■ **Collected data entries**
+++
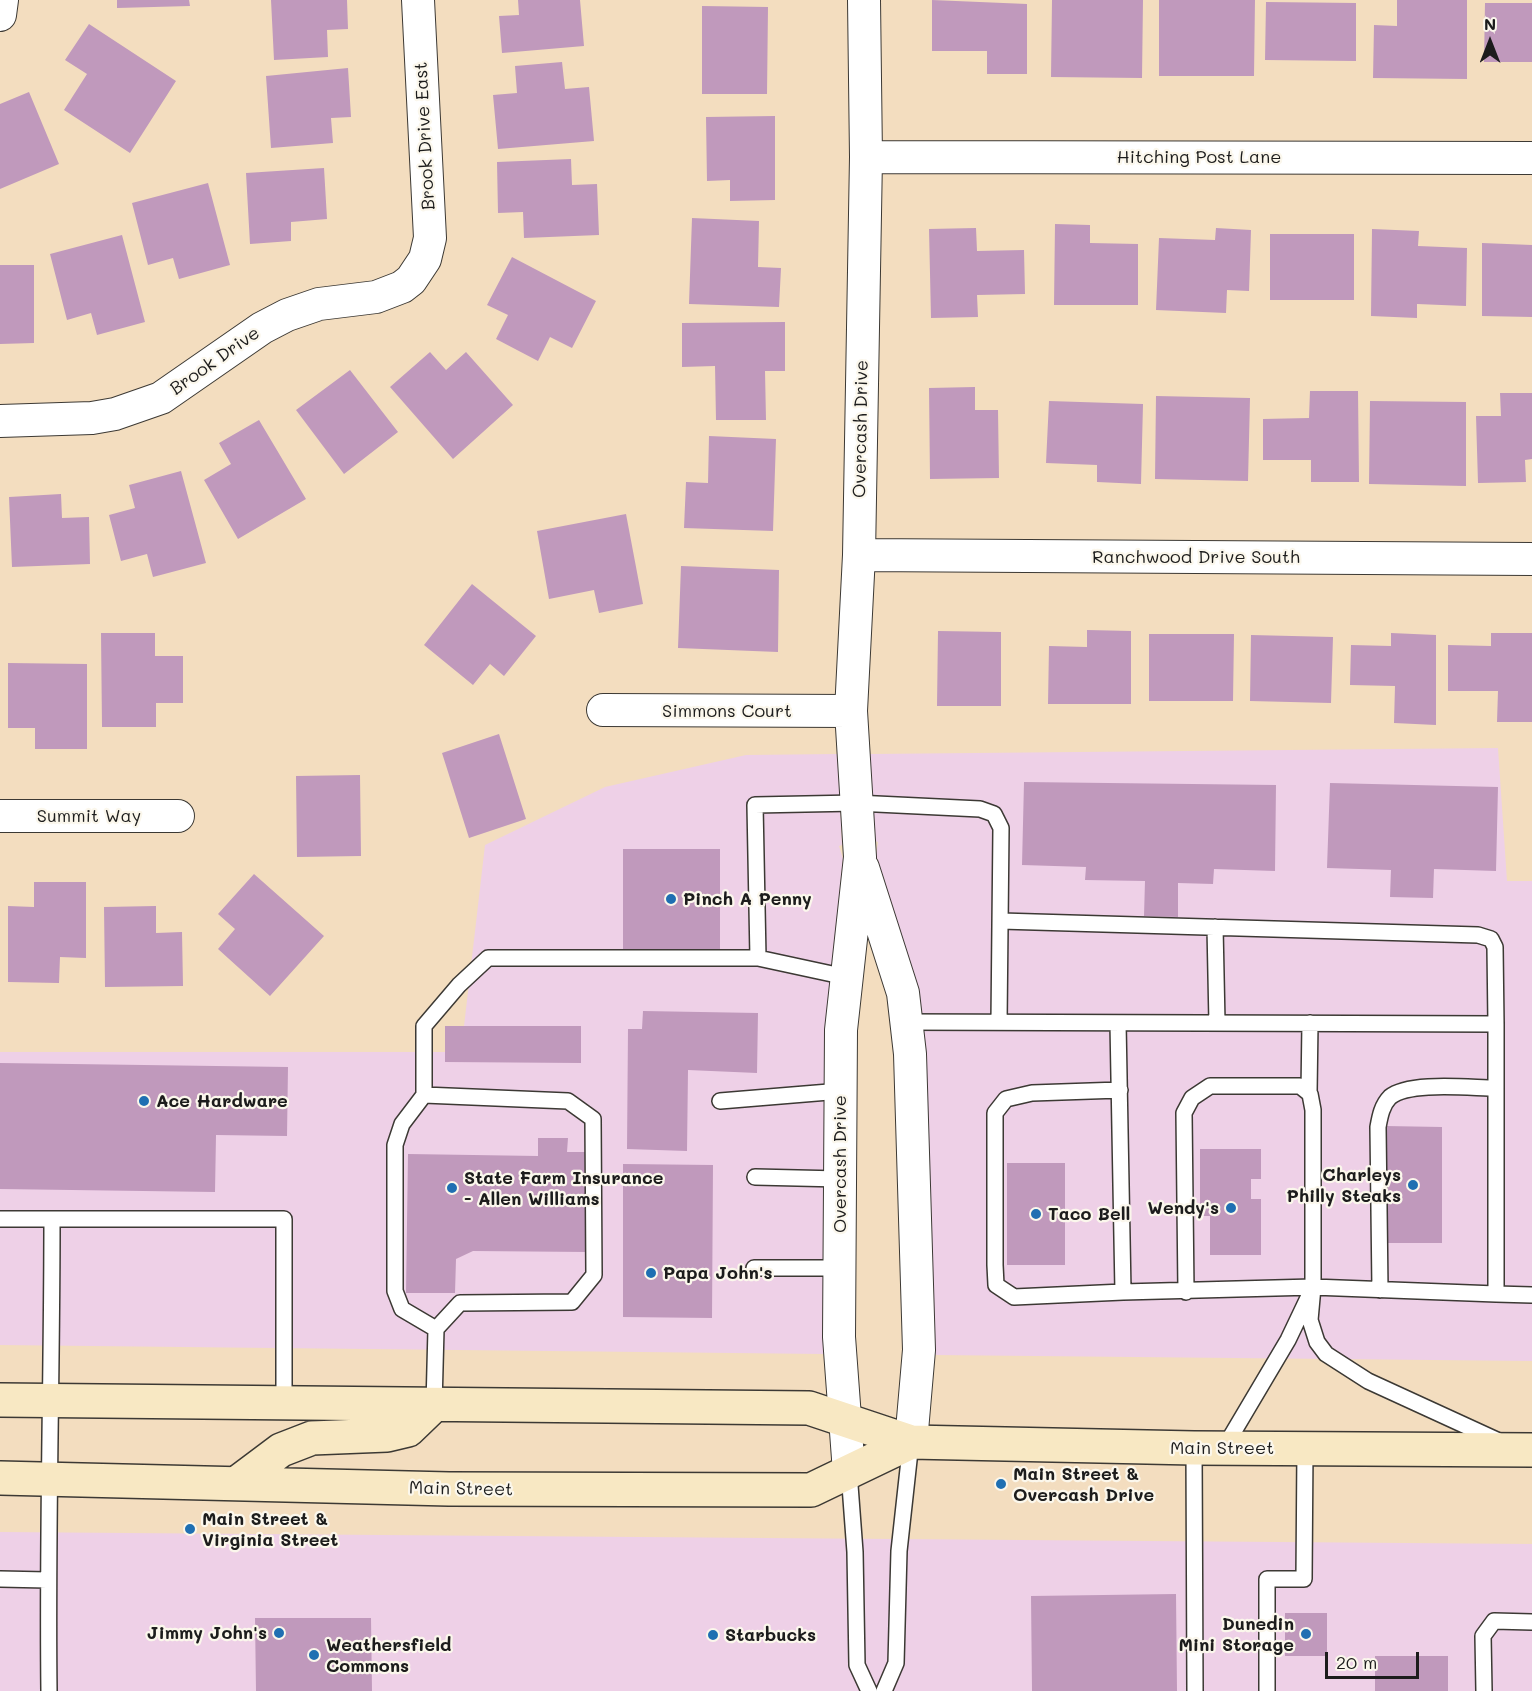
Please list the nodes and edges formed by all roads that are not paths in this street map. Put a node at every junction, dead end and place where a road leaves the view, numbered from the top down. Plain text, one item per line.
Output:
1 (418, 0) edge
2 (864, 0) edge
3 (866, 156) junction
4 (1532, 158) edge
5 (419, 269) joint
6 (0, 421) edge
7 (859, 555) junction
8 (1532, 559) edge
9 (603, 710) dead end
10 (851, 711) junction
11 (856, 803) junction
12 (0, 816) edge
13 (178, 816) dead end
14 (860, 857) junction
15 (1001, 921) junction
16 (1215, 927) junction
17 (758, 958) junction
18 (846, 977) junction
19 (906, 1022) junction
20 (999, 1022) junction
21 (1118, 1023) junction
22 (1217, 1023) junction
23 (1310, 1023) junction
24 (1496, 1024) junction
25 (1496, 1088) junction
26 (1120, 1090) junction
27 (841, 1091) junction
28 (1309, 1093) junction
29 (424, 1095) junction
30 (720, 1101) dead end
31 (755, 1178) dead end
32 (840, 1179) junction
33 (0, 1219) edge
34 (52, 1219) junction
35 (754, 1268) dead end
36 (839, 1268) junction
37 (1313, 1287) junction
38 (1380, 1290) junction
39 (1124, 1292) junction
40 (1186, 1292) junction
41 (1496, 1294) junction
42 (1532, 1295) edge
43 (436, 1329) junction
44 (0, 1400) edge
45 (52, 1401) junction
46 (284, 1404) junction
47 (434, 1405) junction
48 (845, 1420) junction
49 (911, 1442) junction
50 (1209, 1448) junction
51 (1305, 1448) junction
52 (1525, 1450) edge
53 (849, 1472) junction
54 (0, 1478) edge
55 (48, 1478) junction
56 (237, 1483) junction
57 (0, 1579) edge
58 (47, 1580) junction
59 (1532, 1622) edge
60 (49, 1691) edge
61 (869, 1691) edge
62 (884, 1691) edge
63 (1196, 1691) edge
64 (1267, 1691) edge
65 (1484, 1691) edge

1 - 5 street, Brook Drive East
2 - 3 street, Overcash Drive
3 - 4 street, Hitching Post Lane
3 - 7 street, Overcash Drive
5 - 6 street, Brook Drive
7 - 8 street, Ranchwood Drive South
7 - 10 street, Overcash Drive
9 - 10 street, Simmons Court
10 - 11 street, Overcash Drive
11 - 14 street, Overcash Drive
11 - 15 lane
11 - 17 lane
12 - 13 street, Summit Way
14 - 18 street, Overcash Drive
14 - 19 street, Overcash Drive
15 - 16 lane
15 - 20 lane
16 - 22 lane
16 - 24 lane
17 - 18 lane
17 - 29 lane
18 - 27 street, Overcash Drive
19 - 20 lane
19 - 49 street, Overcash Drive
20 - 21 lane
21 - 22 lane
21 - 26 lane
22 - 23 lane
23 - 24 lane
23 - 28 lane
24 - 25 lane
25 - 38 lane
25 - 41 lane
26 - 39 lane
26 - 39 lane
27 - 30 lane
27 - 32 street, Overcash Drive
28 - 37 lane
28 - 40 lane
29 - 43 lane
29 - 43 lane
31 - 32 lane
32 - 36 street, Overcash Drive
33 - 34 lane
34 - 45 lane
34 - 46 lane
35 - 36 lane
36 - 48 street, Overcash Drive
37 - 38 lane
37 - 40 lane
37 - 50 lane
37 - 52 lane
38 - 41 lane
39 - 40 lane
41 - 42 lane
43 - 47 lane
44 - 45 main road, Main Street
45 - 46 main road, Main Street
45 - 55 lane
46 - 47 main road, Main Street
47 - 48 main road, Main Street
47 - 56 main road
48 - 49 main road, Main Street
48 - 53 street, Overcash Drive
49 - 50 main road, Main Street
49 - 53 main road, Main Street
49 - 62 lane
50 - 51 main road, Main Street
50 - 63 lane
51 - 52 main road, Main Street
51 - 64 lane
53 - 56 main road, Main Street
53 - 61 lane
54 - 55 main road, Main Street
55 - 56 main road, Main Street
55 - 58 lane
57 - 58 lane
58 - 60 lane
59 - 65 lane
+++
■ **About this task**
Whenever a line above includes the string "dead", copy it.

■ **Solution to this exercise**
Please list the nodes and edges formed by all roads that are not paths in this street map. Put a node at every junction, dead end and place where a road leaves the view, numbered from the top down. Plain text, one item per line.
9 (603, 710) dead end
13 (178, 816) dead end
30 (720, 1101) dead end
31 (755, 1178) dead end
35 (754, 1268) dead end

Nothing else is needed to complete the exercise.